無常を知りたい片瞑り(かたつむり):ヴィパッサナー瞑想編1

私は玄米の旨さに気付いてしまった。何よりも噛んだ時のプチプチ感がたまらない。それに噛むほどに味が増してくる。味噌と玄米で殆ど腹を満たしていた。玄米ばかり食べていたらはじめは疲れていた顎も、最後にはすっかり慣れてしまっていた。それに腹持ちがいい。

みな向かい合わずに横に並んで食べる。空(くう)をにらみながら。そして前の人の背中を見たり、配膳に並んでいる人の動きを目で追いながら。

言葉を取り上げられる、なんていう体験は今までに一度もなかった。一人で旅することはあっても、独り言は言えるし歌も歌える。そして一人の時は別に相手がいないわけで、だから話す必要もない。人という興味の対象が眼前にないので、その興味は自分の内なる人間に興味が向く。私の中に住んでいる過去の記憶、それによって作られた疑似アイデンティティ。
でも今回のこの状況は周りに人がたくさんいるのに、彼らとコミュニケーションをとってはいけないというもの。不思議の国にやってきた感じだ。人間とは面白いもので、言葉を取り上げられてすべてのコミュニケーションを禁止されても、もしもそこに人が存在するなら、その人間への興味は尽きないのだな、と感じた。ただひたすらに「この人はどういう人なのだろう」と彼らが見せる一挙手一投足から、あらゆる妄想力を使って推測する。

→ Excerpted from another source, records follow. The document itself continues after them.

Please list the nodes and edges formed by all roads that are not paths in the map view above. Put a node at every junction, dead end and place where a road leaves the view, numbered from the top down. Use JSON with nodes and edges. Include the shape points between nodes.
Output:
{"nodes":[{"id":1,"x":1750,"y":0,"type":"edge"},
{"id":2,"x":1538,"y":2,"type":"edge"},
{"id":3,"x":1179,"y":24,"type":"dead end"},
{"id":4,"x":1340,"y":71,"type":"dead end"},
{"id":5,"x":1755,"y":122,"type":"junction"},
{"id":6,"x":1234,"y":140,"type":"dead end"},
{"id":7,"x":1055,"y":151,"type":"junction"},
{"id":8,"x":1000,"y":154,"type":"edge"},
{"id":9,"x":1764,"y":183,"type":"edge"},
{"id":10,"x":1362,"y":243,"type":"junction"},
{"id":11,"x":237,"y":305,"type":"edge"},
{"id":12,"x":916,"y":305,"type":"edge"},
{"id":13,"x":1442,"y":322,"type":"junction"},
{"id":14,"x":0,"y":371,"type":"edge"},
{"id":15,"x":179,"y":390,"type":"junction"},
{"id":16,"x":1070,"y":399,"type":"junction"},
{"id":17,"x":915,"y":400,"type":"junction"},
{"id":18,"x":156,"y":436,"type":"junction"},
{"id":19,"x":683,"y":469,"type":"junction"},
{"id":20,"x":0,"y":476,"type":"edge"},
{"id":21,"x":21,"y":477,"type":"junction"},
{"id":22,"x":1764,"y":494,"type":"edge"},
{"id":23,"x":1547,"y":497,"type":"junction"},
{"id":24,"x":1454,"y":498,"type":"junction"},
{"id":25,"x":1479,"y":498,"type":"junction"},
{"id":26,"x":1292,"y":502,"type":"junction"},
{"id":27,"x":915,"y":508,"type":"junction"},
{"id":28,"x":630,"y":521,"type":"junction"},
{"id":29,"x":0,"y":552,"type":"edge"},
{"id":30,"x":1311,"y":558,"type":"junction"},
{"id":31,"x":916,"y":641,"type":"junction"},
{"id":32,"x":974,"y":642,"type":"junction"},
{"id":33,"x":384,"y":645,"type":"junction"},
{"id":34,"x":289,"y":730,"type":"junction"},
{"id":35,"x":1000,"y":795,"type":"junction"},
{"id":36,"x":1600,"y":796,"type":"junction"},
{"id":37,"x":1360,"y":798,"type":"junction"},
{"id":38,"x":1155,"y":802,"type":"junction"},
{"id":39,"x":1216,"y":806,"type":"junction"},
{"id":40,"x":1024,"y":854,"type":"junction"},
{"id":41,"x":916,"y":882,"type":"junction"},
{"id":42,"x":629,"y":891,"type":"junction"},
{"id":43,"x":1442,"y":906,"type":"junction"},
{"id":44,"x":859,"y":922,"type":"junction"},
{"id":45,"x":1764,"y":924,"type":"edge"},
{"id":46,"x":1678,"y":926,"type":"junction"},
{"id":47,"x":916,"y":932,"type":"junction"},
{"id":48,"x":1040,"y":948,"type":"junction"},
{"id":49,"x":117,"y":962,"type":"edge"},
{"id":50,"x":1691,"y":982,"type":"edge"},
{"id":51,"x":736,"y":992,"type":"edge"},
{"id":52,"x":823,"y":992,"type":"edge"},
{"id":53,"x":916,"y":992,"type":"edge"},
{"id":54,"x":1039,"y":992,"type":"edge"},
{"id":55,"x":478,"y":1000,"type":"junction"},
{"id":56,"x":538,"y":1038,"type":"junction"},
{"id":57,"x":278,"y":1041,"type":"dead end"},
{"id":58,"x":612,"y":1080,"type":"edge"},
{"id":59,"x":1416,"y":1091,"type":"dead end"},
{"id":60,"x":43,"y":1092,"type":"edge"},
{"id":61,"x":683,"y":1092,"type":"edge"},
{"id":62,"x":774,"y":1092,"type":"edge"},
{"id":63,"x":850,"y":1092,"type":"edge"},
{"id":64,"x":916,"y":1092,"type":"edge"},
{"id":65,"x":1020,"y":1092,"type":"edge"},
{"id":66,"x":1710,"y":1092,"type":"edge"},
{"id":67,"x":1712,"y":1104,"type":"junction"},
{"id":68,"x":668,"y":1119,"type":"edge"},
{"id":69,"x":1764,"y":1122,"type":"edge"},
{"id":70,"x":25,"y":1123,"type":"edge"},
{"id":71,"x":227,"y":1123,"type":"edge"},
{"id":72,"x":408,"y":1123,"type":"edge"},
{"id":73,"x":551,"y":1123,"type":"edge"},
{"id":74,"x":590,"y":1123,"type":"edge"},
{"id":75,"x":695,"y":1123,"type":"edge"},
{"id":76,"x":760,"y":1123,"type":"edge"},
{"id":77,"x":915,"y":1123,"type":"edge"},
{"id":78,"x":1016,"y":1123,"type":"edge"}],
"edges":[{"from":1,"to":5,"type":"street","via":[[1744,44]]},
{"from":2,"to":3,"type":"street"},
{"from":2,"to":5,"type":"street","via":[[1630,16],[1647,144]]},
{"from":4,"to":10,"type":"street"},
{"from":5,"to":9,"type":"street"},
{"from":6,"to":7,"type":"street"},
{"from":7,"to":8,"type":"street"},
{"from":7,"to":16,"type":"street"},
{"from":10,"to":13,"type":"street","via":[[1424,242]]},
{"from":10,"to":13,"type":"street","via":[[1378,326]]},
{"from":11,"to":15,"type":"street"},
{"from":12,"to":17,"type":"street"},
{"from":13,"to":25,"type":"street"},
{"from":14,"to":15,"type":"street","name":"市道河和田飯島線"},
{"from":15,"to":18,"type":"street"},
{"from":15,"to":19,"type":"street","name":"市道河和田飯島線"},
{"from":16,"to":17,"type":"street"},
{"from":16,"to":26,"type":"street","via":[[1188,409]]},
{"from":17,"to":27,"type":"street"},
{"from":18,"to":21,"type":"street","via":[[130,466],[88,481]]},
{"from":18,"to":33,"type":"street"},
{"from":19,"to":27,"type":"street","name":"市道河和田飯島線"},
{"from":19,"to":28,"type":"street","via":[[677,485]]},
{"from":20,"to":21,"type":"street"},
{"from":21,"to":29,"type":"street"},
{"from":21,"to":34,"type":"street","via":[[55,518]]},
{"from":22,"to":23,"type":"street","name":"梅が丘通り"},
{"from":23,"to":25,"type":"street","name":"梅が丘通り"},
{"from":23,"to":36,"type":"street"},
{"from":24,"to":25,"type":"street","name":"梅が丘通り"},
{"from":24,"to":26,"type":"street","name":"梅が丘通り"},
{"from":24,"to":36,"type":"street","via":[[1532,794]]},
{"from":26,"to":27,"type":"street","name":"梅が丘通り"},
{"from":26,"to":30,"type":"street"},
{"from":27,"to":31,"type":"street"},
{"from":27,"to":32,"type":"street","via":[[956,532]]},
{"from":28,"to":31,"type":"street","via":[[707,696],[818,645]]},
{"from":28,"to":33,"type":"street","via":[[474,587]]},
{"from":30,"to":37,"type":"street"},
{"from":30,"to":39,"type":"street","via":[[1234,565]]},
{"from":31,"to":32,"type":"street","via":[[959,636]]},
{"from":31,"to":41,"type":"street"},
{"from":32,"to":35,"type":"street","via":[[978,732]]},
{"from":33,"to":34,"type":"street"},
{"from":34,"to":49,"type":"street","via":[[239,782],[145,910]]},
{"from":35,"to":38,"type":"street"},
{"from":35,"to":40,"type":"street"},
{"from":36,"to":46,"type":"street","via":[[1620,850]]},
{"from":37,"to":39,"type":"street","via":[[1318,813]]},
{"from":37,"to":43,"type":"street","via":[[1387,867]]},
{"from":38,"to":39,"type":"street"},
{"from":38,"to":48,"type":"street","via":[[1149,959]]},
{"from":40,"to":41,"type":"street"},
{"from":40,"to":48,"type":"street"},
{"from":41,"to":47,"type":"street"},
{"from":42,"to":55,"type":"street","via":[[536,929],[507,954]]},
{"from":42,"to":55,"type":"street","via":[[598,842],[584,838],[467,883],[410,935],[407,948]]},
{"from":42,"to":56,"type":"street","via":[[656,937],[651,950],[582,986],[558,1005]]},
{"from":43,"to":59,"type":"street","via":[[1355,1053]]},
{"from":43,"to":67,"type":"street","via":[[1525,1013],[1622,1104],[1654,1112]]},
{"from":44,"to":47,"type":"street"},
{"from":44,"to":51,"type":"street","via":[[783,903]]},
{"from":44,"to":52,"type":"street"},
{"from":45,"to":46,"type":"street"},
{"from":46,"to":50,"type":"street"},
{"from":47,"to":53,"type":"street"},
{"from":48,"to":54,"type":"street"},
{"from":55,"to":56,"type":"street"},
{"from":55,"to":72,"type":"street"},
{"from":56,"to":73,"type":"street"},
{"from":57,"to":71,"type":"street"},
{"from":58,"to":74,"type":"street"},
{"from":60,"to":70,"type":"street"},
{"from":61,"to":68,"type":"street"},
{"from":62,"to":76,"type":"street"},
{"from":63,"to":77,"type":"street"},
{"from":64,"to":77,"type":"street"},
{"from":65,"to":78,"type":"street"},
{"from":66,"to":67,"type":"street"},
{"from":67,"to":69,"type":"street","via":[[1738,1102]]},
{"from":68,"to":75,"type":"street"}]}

瞑想の席は決まっているので、瞑った目を開けるといつもそこには中野君がいた。
中野君?
いや、私の記憶の中の中野君の話なのさ。少年時代の友人だ。彼は体が大きく、のっそりしていた。サッカーをやれば戦車のような突進で敵も味方も戦慄させた。彼が教室で前の席に座っていれば、彼の鳥の巣のようなもじゃっ毛と毛玉っぽい黒のトレーナーを着た背中に黒板は阻まれた。何か雑魚どもにからかわれたときは「っじゃかぁしい!おんどりぃあー!」と冗談っぽく怒って、こめかみの血管を浮かしながら銀縁のメガネのフレームを揺らしていたっけなぁ。そして「おやじ」というあだ名で呼ばれていた。今だったらもしかしたらイジメになりかねないようなことだが、いつも彼は鷹揚に構え、私も含めた雑魚どもに毅然とした対処をしており、そんな器の大きかった彼は子供だった私にとっては安心できる存在だった。

その中野君が、今私の目の前にいる。
相変わらず大きくて、黒いトレーナーだし、しかも胡坐をかけないらしく座布団をうまくはさんで正座しているもんだから、まるで大きな壁がそびえているようだ。この目の前の名前も知らない壁おじさんはすっかり「中野君」になってしまっていた。

何度も足の組み方を変える、中野君。
あぁ、辛そうだな。俺も辛いよ。
お、今日はやるね、中野君。俺も負けないよ。
しびれたって、脚がねじ切れそうだって、動くもんか。
そんなやり取りが私の心の中で生まれていた。

講習が終わり話してみると真剣に講習会で学んだことを考えているとてもまじめな人だった。でもそれでいて、いや、そのためにというべきか、どこか不器用そうにも見えた。そして残念ながら私の知っていた中野君ではなかった。でもふと少年時代の中野君が大人になったらこういう人にもなるのかもしれないな、と思い時間の流れの中で生きていることの面白さが込み上げてきた。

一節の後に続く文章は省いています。